Paytm Waives Off Merchant Fees on Offline Transactions

Paytm Waives Off Merchant Fees on Offline Transactions

Paytm announced Wednesday that it is waiving off per-transaction merchant fees for wallet transactions made offline, to drive adoption of its wallet.

There are only 1.3 million PoS (point of sale) terminals in India, which are typically given to more established outlets that meet the bank’s stringent KYC norms, said Nitin Misra, head of payment products at Paytm. Merchants often ask customers for an extra two percent fee when charging by credit card, he said, explaining why 95 percent of India still transacts with cash. “That’s why you don’t see a credit card terminal with your paanwallah, sabjiwallah, and a lot of other places. There is a hardware requirement, you have to get the card machine, there’s a monthly rental to it,” He said.

Merchant costs for debit and credit card based payments range from 0.5 percent to 2.5 percent, based on the type of card, in addition to hardware costs. As per RBI norms, wallets users cannot add more than Rs. 25,000 in a month. Paytm’s merchant wallets can receive as much funds as they want, now without a transaction fee.
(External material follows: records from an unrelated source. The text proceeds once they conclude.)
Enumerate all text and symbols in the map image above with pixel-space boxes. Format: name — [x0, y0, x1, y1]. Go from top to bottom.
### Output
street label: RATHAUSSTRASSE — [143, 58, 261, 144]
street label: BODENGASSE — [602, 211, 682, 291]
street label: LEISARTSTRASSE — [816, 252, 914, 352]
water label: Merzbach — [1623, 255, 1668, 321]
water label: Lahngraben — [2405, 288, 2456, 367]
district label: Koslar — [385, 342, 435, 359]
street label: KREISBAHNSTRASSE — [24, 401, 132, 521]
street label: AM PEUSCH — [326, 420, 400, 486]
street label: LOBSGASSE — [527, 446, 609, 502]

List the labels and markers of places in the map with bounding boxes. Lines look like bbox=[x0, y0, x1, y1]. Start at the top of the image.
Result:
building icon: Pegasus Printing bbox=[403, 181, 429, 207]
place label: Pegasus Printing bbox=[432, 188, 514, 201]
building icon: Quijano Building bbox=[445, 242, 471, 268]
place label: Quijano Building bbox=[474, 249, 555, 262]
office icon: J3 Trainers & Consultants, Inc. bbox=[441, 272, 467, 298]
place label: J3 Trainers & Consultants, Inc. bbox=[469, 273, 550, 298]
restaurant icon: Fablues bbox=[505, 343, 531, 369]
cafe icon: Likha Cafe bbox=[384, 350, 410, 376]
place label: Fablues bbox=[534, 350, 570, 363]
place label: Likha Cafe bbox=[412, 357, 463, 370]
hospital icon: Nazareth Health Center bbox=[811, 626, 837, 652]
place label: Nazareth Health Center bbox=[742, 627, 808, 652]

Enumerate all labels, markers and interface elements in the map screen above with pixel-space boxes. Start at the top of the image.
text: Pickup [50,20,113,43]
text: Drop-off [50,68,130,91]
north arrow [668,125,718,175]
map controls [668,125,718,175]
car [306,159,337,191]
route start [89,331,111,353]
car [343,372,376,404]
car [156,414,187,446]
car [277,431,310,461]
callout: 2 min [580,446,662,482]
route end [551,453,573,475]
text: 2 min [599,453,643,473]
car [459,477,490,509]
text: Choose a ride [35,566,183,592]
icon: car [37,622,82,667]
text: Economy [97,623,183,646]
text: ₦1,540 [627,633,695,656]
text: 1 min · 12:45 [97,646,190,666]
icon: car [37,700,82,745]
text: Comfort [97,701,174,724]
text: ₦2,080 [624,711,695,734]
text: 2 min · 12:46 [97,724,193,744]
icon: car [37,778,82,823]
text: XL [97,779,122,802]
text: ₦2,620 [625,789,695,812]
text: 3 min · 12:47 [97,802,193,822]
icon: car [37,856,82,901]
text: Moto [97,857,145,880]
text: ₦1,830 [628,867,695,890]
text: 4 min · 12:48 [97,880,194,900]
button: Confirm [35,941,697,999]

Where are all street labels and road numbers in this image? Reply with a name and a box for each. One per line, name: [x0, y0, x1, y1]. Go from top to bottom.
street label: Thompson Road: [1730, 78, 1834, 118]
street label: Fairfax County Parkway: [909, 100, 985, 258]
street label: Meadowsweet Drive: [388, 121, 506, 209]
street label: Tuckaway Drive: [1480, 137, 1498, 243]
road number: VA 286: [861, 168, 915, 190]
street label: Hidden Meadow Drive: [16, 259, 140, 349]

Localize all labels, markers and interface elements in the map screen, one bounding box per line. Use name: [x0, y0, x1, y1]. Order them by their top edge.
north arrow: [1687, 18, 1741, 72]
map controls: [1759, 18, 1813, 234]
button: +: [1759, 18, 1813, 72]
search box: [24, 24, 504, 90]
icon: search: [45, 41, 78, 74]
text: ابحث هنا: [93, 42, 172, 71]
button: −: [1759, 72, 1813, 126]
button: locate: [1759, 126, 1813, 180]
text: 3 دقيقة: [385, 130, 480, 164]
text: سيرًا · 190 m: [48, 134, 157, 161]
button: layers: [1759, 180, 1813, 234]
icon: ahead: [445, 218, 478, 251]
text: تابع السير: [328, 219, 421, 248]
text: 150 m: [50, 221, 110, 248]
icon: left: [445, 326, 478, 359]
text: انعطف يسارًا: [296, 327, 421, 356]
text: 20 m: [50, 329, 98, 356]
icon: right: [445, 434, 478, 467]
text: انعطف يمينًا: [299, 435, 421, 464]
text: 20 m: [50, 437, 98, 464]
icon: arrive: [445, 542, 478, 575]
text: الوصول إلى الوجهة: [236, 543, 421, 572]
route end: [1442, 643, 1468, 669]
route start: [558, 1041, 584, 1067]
Paytm had rolled out a QR code based payment system in October 2015, which enables small stores and service providers to accept payments from customers using the its app. Its QR code solution doesn’t need a data connection, with the merchant receiving a transaction confirmation through SMS.

“We wanted to grow this ecosystem, and don’t want to levy any chargues on the consumer, or give merchants a reason to pass the charge back to the customer,” Misra said. While merchants won’t have to incur a per-transaction fee, Paytm charges between 1 percent to 1.2 percent when transferring funds to the bank, he said.

“We started first with the local markets in and around Paytm office, then we took it to autos, taxis, and we’ve tied up with Indian Oil gas stations. We’re tying up with fleet management solutions, we’ve already done a pilot with a couple of super marts, toll roads, mass rapid transport, metro, so we’ve been at it since August,” he said, adding that the company is testing a ‘sound pay’ option to make payments using sound waves.

Paytm said that it has nearly 120 million wallet users, and 150,000 merchants on board, and is doing 3.5 million O2O (Online-to-Offline) transactions every month.